C++ Performance – Speedup from Keeping Operand in Register

assemblyc++optimizationperformance

I have been trying to get an idea of the impact of having an array in L1 cache versus memory by timing a routine that scales and sums the elements of an array using the following code (I am aware that I should just scale the result by 'a' at the end; the point is to do both a multiply and an add within the loop – so far, the compiler hasn't figured out to factor out 'a'):

double sum(double a,double* X,int size)
{
    double total = 0.0;
    for(int i = 0;  i < size; ++i)
    {
        total += a*X[i];
    }
    return total;
}

#define KB 1024
int main()
{
    //Approximately half the L1 cache size of my machine
    int operand_size = (32*KB)/(sizeof(double)*2);
    printf("Operand size: %d\n", operand_size);
    double* X = new double[operand_size];
    fill(X,operand_size);

    double seconds = timer();
    double result;
    int n_iterations = 100000;
    for(int i = 0; i < n_iterations; ++i)
    {
        result = sum(3.5,X,operand_size);
        //result += rand();  
    }
    seconds = timer() - seconds; 

    double mflops = 2e-6*double(n_iterations*operand_size)/seconds;
    printf("Vector size %d: mflops=%.1f, result=%.1f\n",operand_size,mflops,result);
    return 0;
}

Note that the timer() and fill() routines are not included for brevity; their full source can be found here if you want to run the code:

http://codepad.org/agPWItZS

Now, here is where it gets interesting. This is the output:

Operand size: 2048
Vector size 2048: mflops=588.8, result=-67.8

This is totally un-cached performance, despite the fact that all elements of X should be held in cache between loop iterations. Looking at the assembly code generated by:

g++ -O3 -S -fno-asynchronous-unwind-tables register_opt_example.cpp

I notice one oddity in the sum function loop:

L55:
    movsd   (%r12,%rax,8), %xmm0
    mulsd   %xmm1, %xmm0
    addsd   -72(%rbp), %xmm0
    movsd   %xmm0, -72(%rbp)
    incq    %rax
    cmpq    $2048, %rax
    jne L55

The instructions:

    addsd   -72(%rbp), %xmm0
    movsd   %xmm0, -72(%rbp)

indicate that it is storing the value of "total" in sum() on the stack, and reading and writing it at every loop iteration. I modified the assembly so that this operand is kept in a a register:

...
addsd   %xmm0, %xmm3
...

This small change creates a huge performance boost:

Operand size: 2048
Vector size 2048: mflops=1958.9, result=-67.8

tl;dr
My question is: why does replacing a single memory location access with a register, speed up the code so much, given that the single location should be stored in L1 cache? What architectural factors make this possible? It seems very strange that writing one stack location repeatedly would completely destroy the effectiveness of a cache.

Appendix

My gcc version is:

Target: i686-apple-darwin10
Configured with: /var/tmp/gcc/gcc-5646.1~2/src/configure --disable-checking --enable-werror --prefix=/usr --mandir=/share/man --enable-languages=c,objc,c++,obj-c++ --program-transform-name=/^[cg][^.-]*$/s/$/-4.2/ --with-slibdir=/usr/lib --build=i686-apple-darwin10 --with-gxx-include-dir=/include/c++/4.2.1 --program-prefix=i686-apple-darwin10- --host=x86_64-apple-darwin10 --target=i686-apple-darwin10
Thread model: posix
gcc version 4.2.1 (Apple Inc. build 5646) (dot 1)

My CPU is:

Intel Xeon X5650

Best Answer

It's likely a combination of a longer dependency chain, along with Load Misprediction*.

Longer Dependency Chain:

First, we identify the critical dependency paths. Then we look at the instruction latencies provided by: http://www.agner.org/optimize/instruction_tables.pdf (page 117)

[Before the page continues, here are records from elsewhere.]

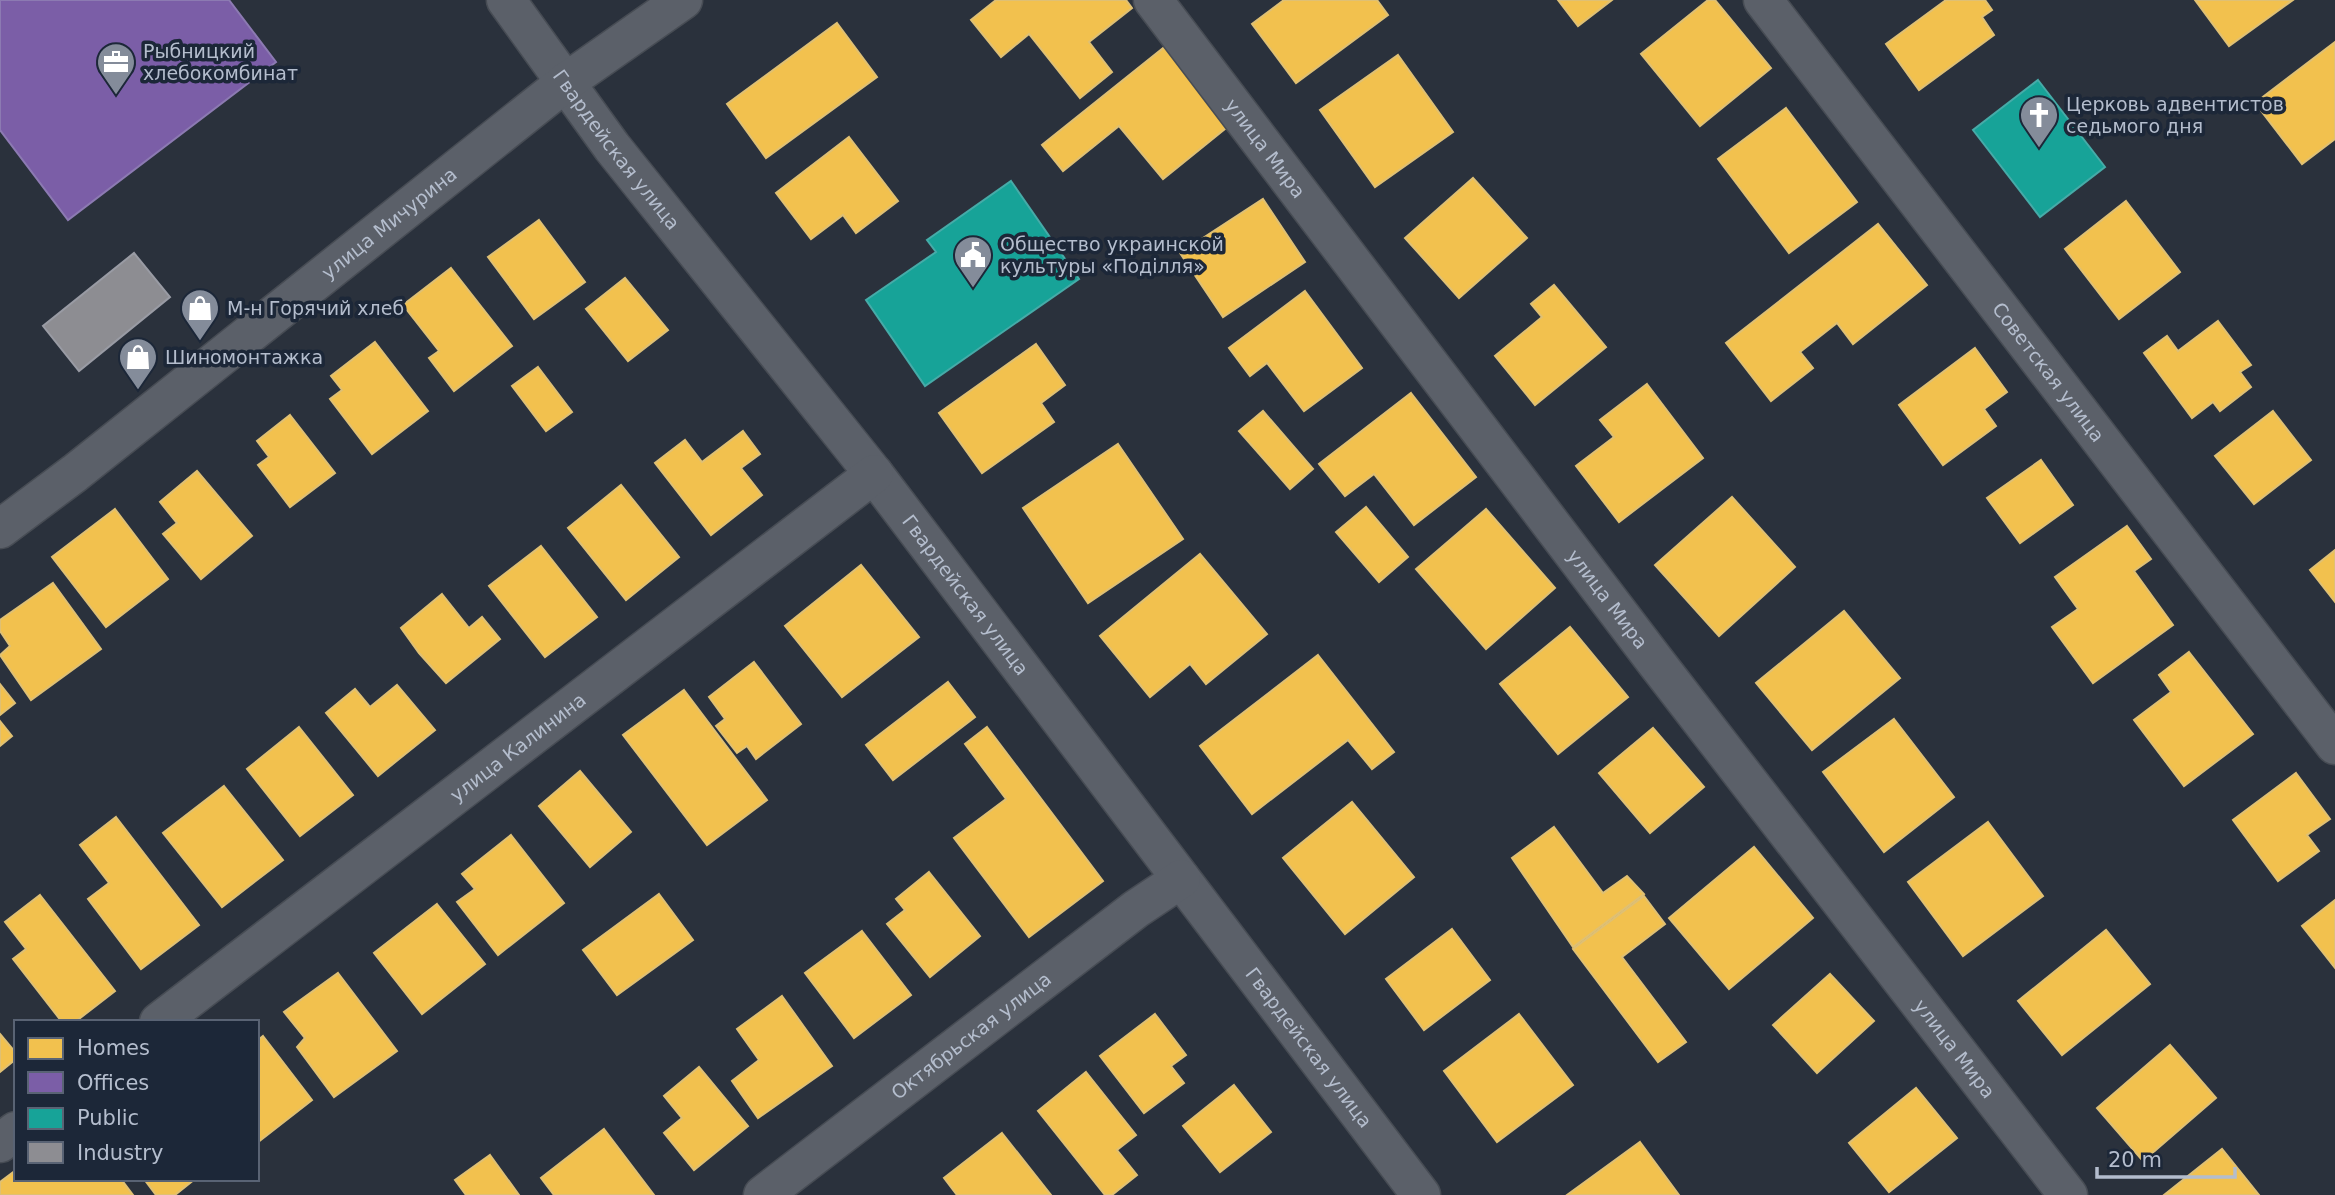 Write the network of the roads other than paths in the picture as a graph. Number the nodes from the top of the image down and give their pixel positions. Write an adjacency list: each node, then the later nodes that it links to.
1 (506, 0): 5 (street, Гвардейская улица)
2 (683, 0): 5 (street, улица Мичурина)
3 (1153, 0): 13 (street, улица Мира)
4 (1763, 0): 8 (street, Советская улица)
5 (566, 82): 6 (street, Гвардейская улица); 7 (street, улица Мичурина)
6 (874, 474): 9 (street, Гвардейская улица); 10 (street, улица Калинина)
7 (0, 529)
8 (2335, 745)
9 (1181, 879): 11 (street, Октябрьская улица); 12 (street, Гвардейская улица)
10 (162, 1020)
11 (763, 1195)
12 (1421, 1195)
13 (2068, 1195)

In the unoptimized version, the critical dependency path is:

addsd -72(%rbp), %xmm0
movsd %xmm0, -72(%rbp)

Internally, it probably breaks up into:

load (2 cycles)
addsd (3 cycles)
store (3 cycles)

If we look at the optimized version, it's just:

addsd (3 cycles)

So you have 8 cycles vs. 3 cycles. Almost a factor of 3.

I'm not sure how sensitive the Nehalem processor line is to store-load dependencies and how well it does forwarding. But it's reasonable to believe that it's not zero.

Load-store Misprediction:

Modern processors use prediction in more ways you can imagine. The most famous of these is probably Branch Prediction. One of the lesser known ones is Load Prediction.

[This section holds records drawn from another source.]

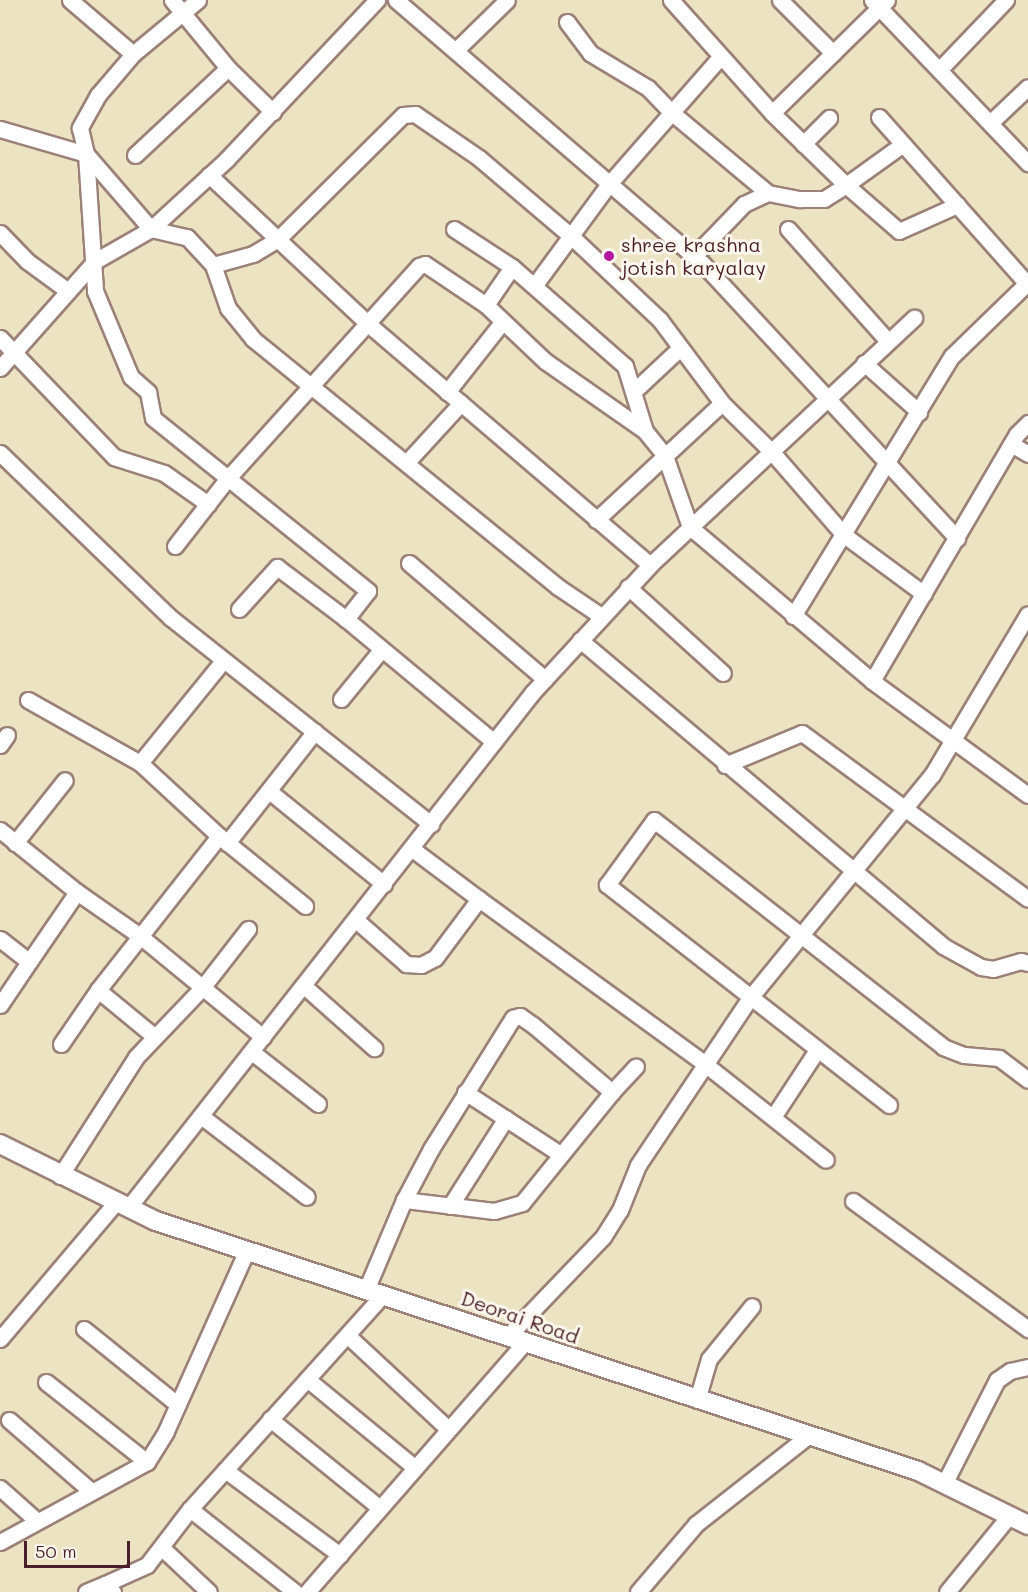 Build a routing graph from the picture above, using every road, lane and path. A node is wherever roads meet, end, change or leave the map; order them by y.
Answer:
1 (70, 0) edge
2 (172, 0) edge
3 (198, 0) edge
4 (377, 0) edge
5 (507, 0) edge
6 (671, 0) edge
7 (780, 0) edge
8 (1006, 0) edge
9 (398, 1) edge
10 (880, 2) edge
11 (184, 13) junction
12 (567, 22) dead end
13 (456, 50) junction
14 (833, 52) junction
15 (133, 54) junction
16 (720, 57) junction
17 (228, 68) junction
18 (939, 70) junction
19 (1028, 87) edge
20 (273, 112) junction
21 (671, 112) junction
22 (771, 113) junction
23 (879, 117) dead end
24 (829, 118) dead end
25 (990, 123) junction
26 (0, 129) edge
27 (803, 144) junction
28 (903, 144) junction
29 (86, 154) junction
30 (135, 155) dead end
31 (1028, 163) edge
32 (209, 175) junction
33 (609, 184) junction
34 (846, 185) junction
35 (768, 193) junction
36 (957, 205) junction
37 (151, 229) junction
38 (454, 229) dead end
39 (788, 229) dead end
40 (0, 233) edge
41 (572, 237) junction
42 (278, 239) junction
43 (694, 256) junction
44 (95, 261) junction
45 (213, 264) junction
46 (512, 267) junction
47 (1027, 284) edge
48 (534, 286) junction
49 (68, 291) junction
50 (486, 305) junction
51 (914, 318) dead end
52 (503, 321) junction
53 (368, 323) junction
54 (0, 338) edge
55 (887, 340) junction
56 (680, 348) junction
57 (15, 353) junction
58 (864, 363) junction
59 (0, 368) edge
60 (314, 386) junction
61 (634, 391) junction
62 (447, 392) junction
63 (828, 398) junction
64 (461, 403) junction
65 (722, 403) junction
66 (919, 412) junction
67 (1028, 423) edge
68 (645, 430) junction
69 (1011, 444) junction
70 (771, 451) junction
71 (0, 453) edge
72 (1028, 454) edge
73 (665, 456) junction
74 (406, 462) junction
75 (889, 463) junction
76 (228, 478) junction
77 (208, 504) junction
78 (596, 520) junction
79 (690, 527) junction
80 (844, 535) junction
81 (957, 538) junction
82 (175, 546) dead end
83 (409, 563) dead end
84 (650, 565) junction
85 (628, 587) junction
86 (924, 594) junction
87 (239, 609) dead end
88 (1028, 614) edge
89 (601, 616) junction
90 (793, 616) junction
91 (346, 619) junction
92 (580, 640) junction
93 (381, 650) junction
94 (223, 661) junction
95 (723, 673) dead end
96 (545, 679) junction
97 (872, 681) junction
98 (341, 699) dead end
99 (28, 700) dead end
100 (315, 731) junction
101 (494, 741) junction
102 (952, 743) junction
103 (140, 764) junction
104 (725, 765) junction
105 (65, 780) dead end
106 (269, 791) junction
107 (1028, 795) edge
108 (907, 809) junction
109 (431, 824) junction
110 (0, 830) edge
111 (223, 840) junction
112 (15, 843) junction
113 (411, 848) junction
114 (853, 873) junction
115 (384, 884) junction
116 (77, 892) junction
117 (479, 899) junction
118 (1028, 899) edge
119 (305, 906) dead end
120 (356, 920) junction
121 (248, 929) dead end
122 (799, 932) junction
123 (140, 936) junction
124 (0, 939) edge
125 (29, 962) junction
126 (1028, 963) edge
127 (304, 986) junction
128 (202, 988) junction
129 (98, 990) junction
130 (748, 999) junction
131 (0, 1005) edge
132 (155, 1037) junction
133 (263, 1037) junction
134 (61, 1044) dead end
135 (374, 1048) dead end
136 (817, 1050) junction
137 (252, 1052) junction
138 (705, 1064) junction
139 (636, 1066) dead end
140 (1028, 1080) edge
141 (465, 1092) junction
142 (612, 1092) junction
143 (318, 1104) dead end
144 (890, 1105) dead end
145 (201, 1116) junction
146 (506, 1118) junction
147 (773, 1118) junction
148 (0, 1144) edge
149 (560, 1154) junction
150 (826, 1160) dead end
151 (60, 1176) junction
152 (307, 1197) dead end
153 (404, 1200) junction
154 (854, 1201) dead end
155 (122, 1205) junction
156 (450, 1206) junction
157 (247, 1250) junction
158 (374, 1292) junction
159 (752, 1306) dead end
160 (84, 1329) dead end
161 (1028, 1329) edge
162 (347, 1335) junction
163 (0, 1338) edge
164 (516, 1339) junction
165 (1028, 1368) edge
166 (308, 1379) junction
167 (46, 1382) dead end
168 (697, 1400) junction
169 (177, 1404) junction
170 (270, 1419) junction
171 (9, 1420) dead end
172 (447, 1428) junction
173 (809, 1435) junction
174 (147, 1462) junction
175 (414, 1467) junction
176 (225, 1470) junction
177 (944, 1484) junction
178 (0, 1488) edge
179 (91, 1491) junction
180 (380, 1508) junction
181 (190, 1509) junction
182 (1009, 1516) junction
183 (37, 1521) junction
184 (1028, 1525) edge
185 (0, 1542) edge
186 (162, 1548) junction
187 (340, 1555) junction
188 (109, 1588) edge
189 (203, 1590) edge
190 (86, 1592) edge
191 (295, 1592) edge
192 (307, 1592) edge
193 (638, 1592) edge
194 (947, 1592) edge

1 - 15 street
2 - 11 street
3 - 11 street
4 - 20 street
5 - 13 street
6 - 16 street
7 - 14 street
8 - 18 street
9 - 13 street
10 - 14 street
10 - 18 street
11 - 15 street
11 - 17 street
12 - 21 street
13 - 33 street
14 - 22 street
15 - 29 street
16 - 21 street
16 - 22 street
17 - 20 street
17 - 30 street
18 - 25 street
19 - 25 street
20 - 32 street
21 - 33 street
21 - 35 street
22 - 27 street
23 - 28 street
24 - 27 street
25 - 31 street
26 - 29 street
27 - 34 street
28 - 34 street
28 - 36 street
29 - 37 street
29 - 44 street
32 - 37 street
32 - 42 street
33 - 41 street
33 - 43 street
34 - 35 street
34 - 36 street
35 - 43 street
36 - 47 street
37 - 44 street
37 - 45 street
38 - 46 street
39 - 55 street
40 - 49 street
41 - 42 street
41 - 48 street
41 - 56 street
42 - 45 street
42 - 53 street
43 - 63 street
44 - 49 street
44 - 76 street
45 - 60 street
46 - 48 street
46 - 50 street
47 - 66 street
48 - 61 street
49 - 57 street
50 - 52 street
50 - 53 street
51 - 55 street
52 - 62 street
52 - 68 street
53 - 60 street
53 - 62 street
54 - 57 street
55 - 58 street
56 - 61 street
56 - 65 street
57 - 59 street
57 - 77 street
58 - 63 street
58 - 66 street
60 - 74 street
60 - 76 street
61 - 68 street
62 - 64 street
63 - 70 street
63 - 75 street
64 - 74 street
64 - 78 street
65 - 70 street
65 - 73 street
66 - 75 street
67 - 69 street
68 - 73 street
69 - 72 street
69 - 81 street
70 - 79 street
70 - 80 street
71 - 94 street
73 - 78 street
73 - 79 street
74 - 89 street
75 - 80 street
75 - 81 street
76 - 77 street
76 - 91 street
77 - 82 street
78 - 84 street
79 - 84 street
79 - 90 street
80 - 86 street
80 - 90 street
81 - 86 street
83 - 96 street
84 - 85 street
85 - 89 street
85 - 95 street
86 - 97 street
87 - 91 street
88 - 102 street
89 - 92 street
90 - 97 street
91 - 93 street
92 - 96 street
92 - 104 street
93 - 98 street
93 - 101 street
94 - 100 street
94 - 103 street
96 - 101 street
97 - 102 street
99 - 103 street
100 - 106 street
100 - 109 street
101 - 109 street
102 - 107 street
102 - 108 street
103 - 111 street
104 - 108 street
104 - 114 street
105 - 112 street
106 - 111 street
106 - 115 street
108 - 114 street
108 - 118 street
109 - 113 street
110 - 112 street
111 - 119 street
111 - 123 street
112 - 116 street
113 - 115 street
113 - 117 street
114 - 122 street
114 - 126 street
115 - 120 street
116 - 123 street
116 - 125 street
117 - 120 street
117 - 138 street
120 - 127 street
121 - 128 street
122 - 130 street
122 - 130 street
122 - 140 street
123 - 128 street
123 - 129 street
124 - 125 street
125 - 131 street
127 - 133 street
127 - 135 street
128 - 132 street
128 - 133 street
129 - 132 street
129 - 134 street
130 - 136 street
130 - 138 street
132 - 151 street
133 - 137 street
136 - 144 street
136 - 147 street
137 - 143 street
137 - 145 street
138 - 147 street
138 - 164 street
139 - 142 street
141 - 142 street
141 - 146 street
141 - 153 street
142 - 149 street
145 - 152 street
145 - 155 street
146 - 149 street
146 - 156 street
147 - 150 street
148 - 151 street, Deorai Road
149 - 156 street
151 - 155 street, Deorai Road
153 - 156 street
153 - 158 street
154 - 161 street
155 - 157 street, Deorai Road
155 - 163 street
157 - 158 street, Deorai Road
157 - 169 street
158 - 162 street
158 - 164 street, Deorai Road
159 - 168 street
160 - 169 street
162 - 166 street
162 - 172 street
164 - 168 street, Deorai Road
164 - 172 street
165 - 177 street
166 - 170 street
166 - 175 street
167 - 174 street
168 - 173 street, Deorai Road
169 - 174 street
170 - 176 street
170 - 180 street
171 - 179 street
172 - 175 street
173 - 177 street, Deorai Road
173 - 193 street
174 - 179 street
175 - 180 street
176 - 181 street
176 - 187 street
177 - 182 street, Deorai Road
178 - 183 street
179 - 183 street
180 - 187 street
181 - 186 street
181 - 191 street
182 - 184 street, Deorai Road
182 - 194 street
183 - 185 street
186 - 188 street
186 - 189 street
187 - 192 street
188 - 190 street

When a processor sees a load, it will immediately load it before all pending writes finish. It will assume that those writes will not conflict with the loaded values.

If an earlier write turns out to conflict with a load, then the load must be re-executed and the computation rolled back to the point of the load. (in much the same way that branch mispredictions roll back)

How it is relevant here:

Needless to say, modern processors will be able to execute multiple iterations of this loop simultaneously. So the processor will be attempting to perform the load (addsd -72(%rbp), %xmm0) before it finishes the store (movsd %xmm0, -72(%rbp)) from the previous iteration.

The result? The previous store conflicts with the load - thus a misprediction and a roll back.

_{*Note that I'm unsure of the name "Load Prediction". I only read about it in the Intel docs and they didn't seem to give it a name.}

What

So @Peter Cordes was along the right lines in the comments: this is caused by stalls due to attempting to read a memory location less than three cycles after writing to it.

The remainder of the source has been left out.